16.4 We have heard the rival contention and perused the material available on record. The Bench noted that the addition under dispute is made on account of cash seized at the residence of the assessee for an amount of Rs. 24,91,000/- out of that addition to the extent of Rs. 15,00,000/- was made in the case of the assessee on protective basis, considering the fact that Shri Manish Chhaparwal has claimed that it relates to the outsourcing of medical shop at Mandsair Centre (MP). Even though based on the explanation the same has been considered in the case of Shri Manish Chhaparwal as unexplained. To protect the interest of the revenue the same is also added on protective basis in the case of the assessee. As it is transpired that the revenue has already added the said amount on substantive basis in the case of Shri Manish Chhaparwal. Even in the proceeding before the ld.CIT(A) the said addition is confirmed in the hands of Shri Manish Chhaparwal. We also note that during the course search proceeding in the statement recorded of Shri Manish Chhaparwal has already submitted that the cash to the extent of Rs. 15,17,080 as appearing the books of the following entity:
Name of Person | Amount |
M/s Mewar Hospital Private Limited | 13,96,344 |
Dr. Manish Chhaparwal | 1,17,000 |
Dr.
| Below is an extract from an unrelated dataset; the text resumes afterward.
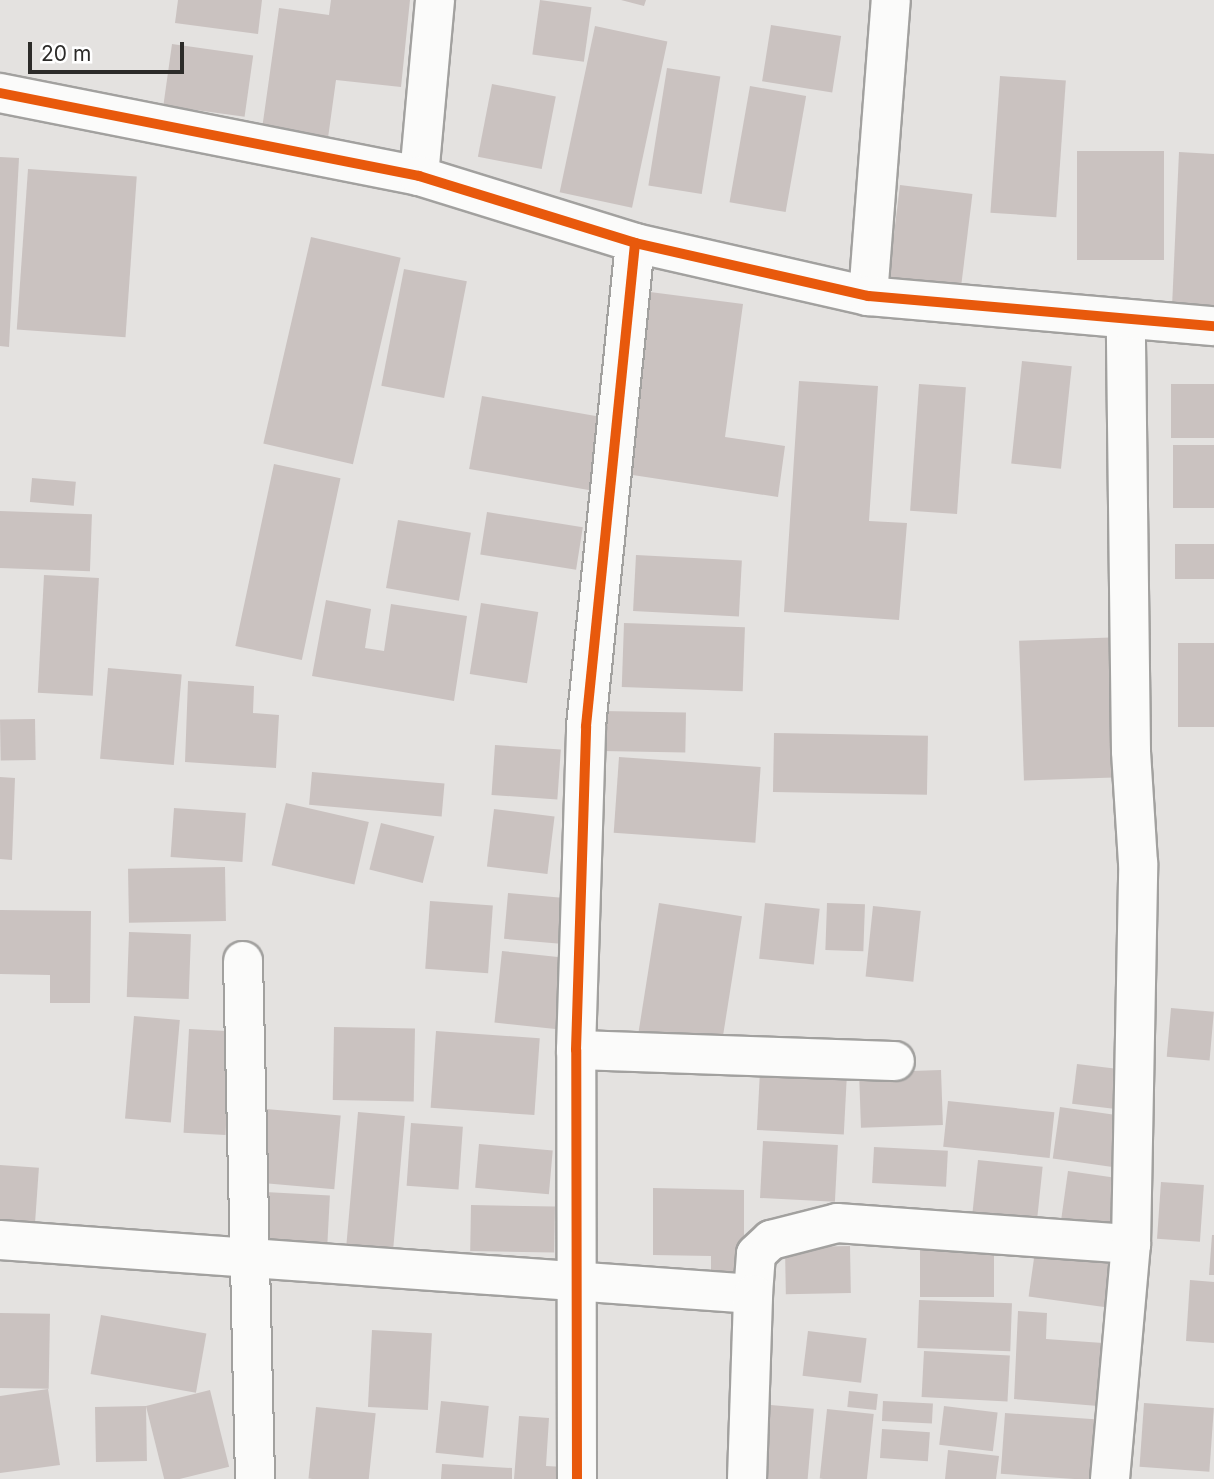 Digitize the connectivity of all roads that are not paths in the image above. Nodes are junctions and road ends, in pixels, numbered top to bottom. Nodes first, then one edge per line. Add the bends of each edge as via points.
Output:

Devashree Chhaparwal | 3,636 |
Total | 15,17,080 |
The ld. CIT(A) has sustained the addition in the case of Shri Manish Chhaparwal and since Shri Manish Chhaparwal has challenged the decision of the ld. CIT(A) before the ITAT we do not see any reason to sustain the protective addition in the case of the assessee at this stage. The Revenue has challenged the action of the lower authorities in case of the assessee which is the protective addition the concept of protective and substantive addition is not in the provisions of the Income Tax Act but generally the Revenue when the alternative claim are being made the addition are made on protective and substantial basis so as to make the alive the issue. Here we note that till the second stage of dispute of the addition has been sustained by the Revenue in the case of Shri Manish Chhaparwal to the extent of Rs. 15,00,000/- and before us the Revenue did not bring anything contrary to the findings of the ld. CIT(A) in the case of Shri Manish Chhaparwal so as to support the reasons as to why the said protective addition in the case of the assessee should sustain. Once it is already considered at the two level at the Assessing Officer and the ld. CIT(A) that related to amounting pertains to Shri Manish Chhaparwal in absence of the revenue not demonstrating before us in support we confirmed the reasoned finding of the ld. CIT(A) and we see no reason to sustain the addition. Considering these observation, the ground no 4 in ITA no. 169/Jodh/2022 is dismissed.
In the result the appeal of the assessee in ITA No. 139 to 142/ Jodh/2022 are allowed and ITA no. 143 and 144/Jodh/2022 are partly allowed. Whereas the appeal of the revenue in ITA No. 167 to 169/Jodh/2022 stands dismissed.
Order pronounced under rule 34(4) of the Appellate Tribunal Rules, 1963, by placing the details on the notice board.